Air Force Tech Sergeant Chris Frost says when he's riding most people notice his specialized, three-wheeled bike before they notice he's missing both of his legs below the knee.
"A bicycle is freedom. You can see a lot more ground, you can get around a lot more... it's basically your mobility," says the Iraq War veteran.
This weekend, Frost will pedal 110 miles from Washington, D.C. to Gettysburg, Penn. alongside approximately 90 other wounded warriors with the World Team Sports "Face of America" Ride.
All this is happening less than three years after an IED turned his world upside down.

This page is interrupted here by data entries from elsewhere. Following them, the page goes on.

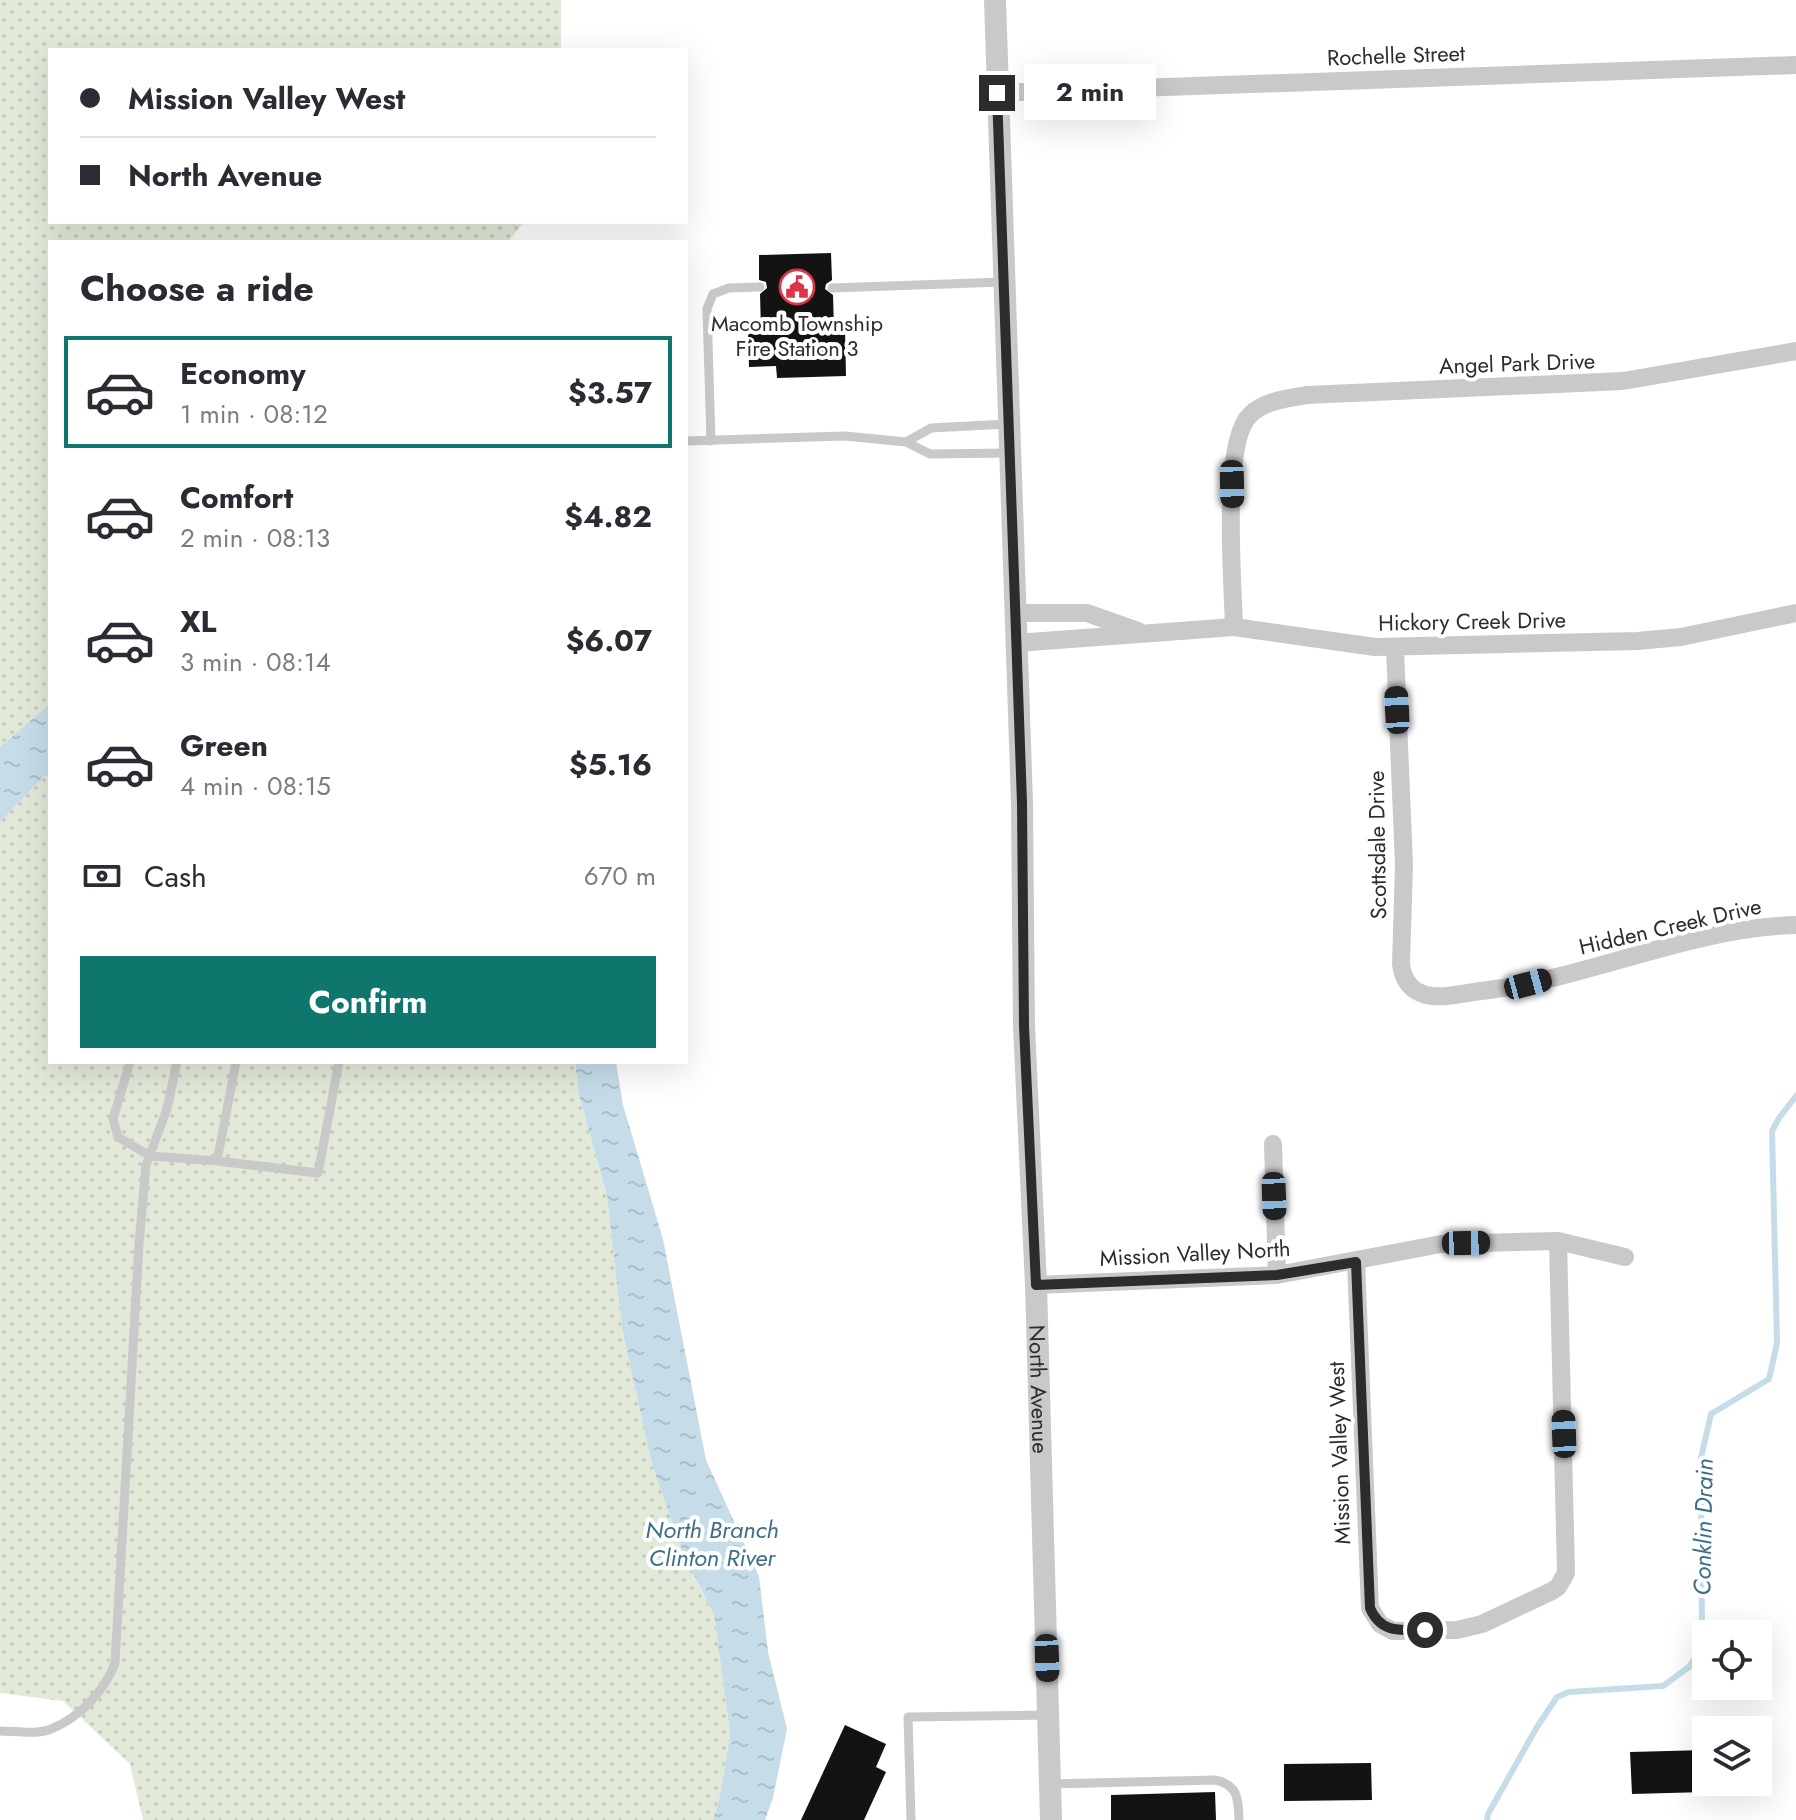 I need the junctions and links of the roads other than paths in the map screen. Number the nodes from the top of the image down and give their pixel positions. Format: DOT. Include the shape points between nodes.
graph roads {
  1 [pos="995,0"];
  2 [pos="1796,65"];
  3 [pos="997,93"];
  4 [pos="1003,282"];
  5 [pos="760,287"];
  6 [pos="832,288"];
  7 [pos="1796,351"];
  8 [pos="1008,424"];
  9 [pos="688,441"];
  10 [pos="711,441"];
  11 [pos="906,442"];
  12 [pos="1009,453"];
  13 [pos="1014,613"];
  14 [pos="1796,613"];
  15 [pos="1234,627"];
  16 [pos="1148,635"];
  17 [pos="1016,643"];
  18 [pos="1395,648"];
  19 [pos="1796,925"];
  20 [pos="1414,990"];
  21 [pos="129,1064"];
  22 [pos="177,1064"];
  23 [pos="236,1064"];
  24 [pos="339,1064"];
  25 [pos="1273,1144"];
  26 [pos="150,1156"];
  27 [pos="217,1161"];
  28 [pos="1558,1241"];
  29 [pos="1625,1257"];
  30 [pos="1356,1262"];
  31 [pos="1277,1275"];
  32 [pos="1036,1285"];
  33 [pos="1049,1715"];
  34 [pos="0,1731"];
  35 [pos="1050,1784"];
  36 [pos="911,1820"];
  37 [pos="1051,1820"];
  38 [pos="1239,1820"];
  1 -- 3 [label="street, North Avenue"];
  2 -- 3 [label="street, Rochelle Street"];
  3 -- 4 [label="street, North Avenue"];
  4 -- 6 [label="lane"];
  4 -- 8 [label="street, North Avenue"];
  5 -- 10 [label="lane" via="713,294 707,309"];
  7 -- 15 [label="street, Angel Park Drive" via="1614,382 1307,395 1270,404 1250,415 1236,440"];
  8 -- 11 [label="lane" via="931,428"];
  8 -- 12 [label="street, North Avenue"];
  9 -- 10 [label="lane"];
  10 -- 11 [label="lane" via="845,436"];
  11 -- 12 [label="lane" via="930,454"];
  12 -- 13 [label="street, North Avenue"];
  13 -- 16 [label="street, Hickory Creek Drive" via="1087,613"];
  13 -- 17 [label="street, North Avenue"];
  14 -- 18 [label="street, Hickory Creek Drive" via="1650,640"];
  15 -- 16 [label="street, Hickory Creek Drive"];
  15 -- 18 [label="street, Hickory Creek Drive"];
  16 -- 17 [label="street, Hickory Creek Drive"];
  17 -- 32 [label="street, North Avenue"];
  18 -- 20 [label="street, Scottsdale Drive" via="1404,880 1401,964"];
  19 -- 20 [label="street, Hidden Creek Drive" via="1716,935 1510,988 1436,996"];
  21 -- 26 [label="lane" via="113,1119 118,1137"];
  22 -- 26 [label="lane"];
  23 -- 27 [label="lane"];
  24 -- 27 [label="lane" via="318,1173"];
  25 -- 31 [label="street"];
  26 -- 27 [label="lane"];
  26 -- 34 [label="lane" via="139,1244 115,1663 108,1684 79,1712 49,1730"];
  28 -- 29 [label="street, Mission Valley North"];
  28 -- 30 [label="street, Mission Valley North" via="1423,1245"];
  28 -- 30 [label="street, Mission Valley West" via="1566,1573 1558,1587 1475,1627 1393,1631 1375,1619 1369,1600"];
  30 -- 31 [label="street, Mission Valley North"];
  31 -- 32 [label="street, Mission Valley North"];
  32 -- 33 [label="street, North Avenue"];
  33 -- 35 [label="street, North Avenue"];
  33 -- 36 [label="lane" via="908,1717"];
  35 -- 37 [label="street, North Avenue"];
  35 -- 38 [label="lane" via="1226,1782 1235,1788"];
}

"I was deployed to Iraq and there was a large roadside bomb that was actually in the middle of the road, that blew up under our truck," Frost recalls. "I immediately lost my right leg below the knee, and then I had severe injuries to my left leg, which we tried to save for about two and a half years and we actually just took off last fall."
Frost doesn't just set an example for airmen everywhere on his bicycle, he also represents them on Capitol Hill from time to time, at the request of his superiors, particularly when it comes time to let lawmakers know how important taking care of disabled servicemen and women is.
"We have many airmen that are severely injured from these wars, and we want to continue that care of lifetime support to both the military member and their families, and that's what we want to highlight with Chris," says Chief Master Sergeant James Roy, the Air Force's top enlisted officer.
Sgt. Frost's story is certainly an inspiration, as are dozens of his fellow cyclists this weekend, who are pedaling on, in spite of very wet weather in the forecast.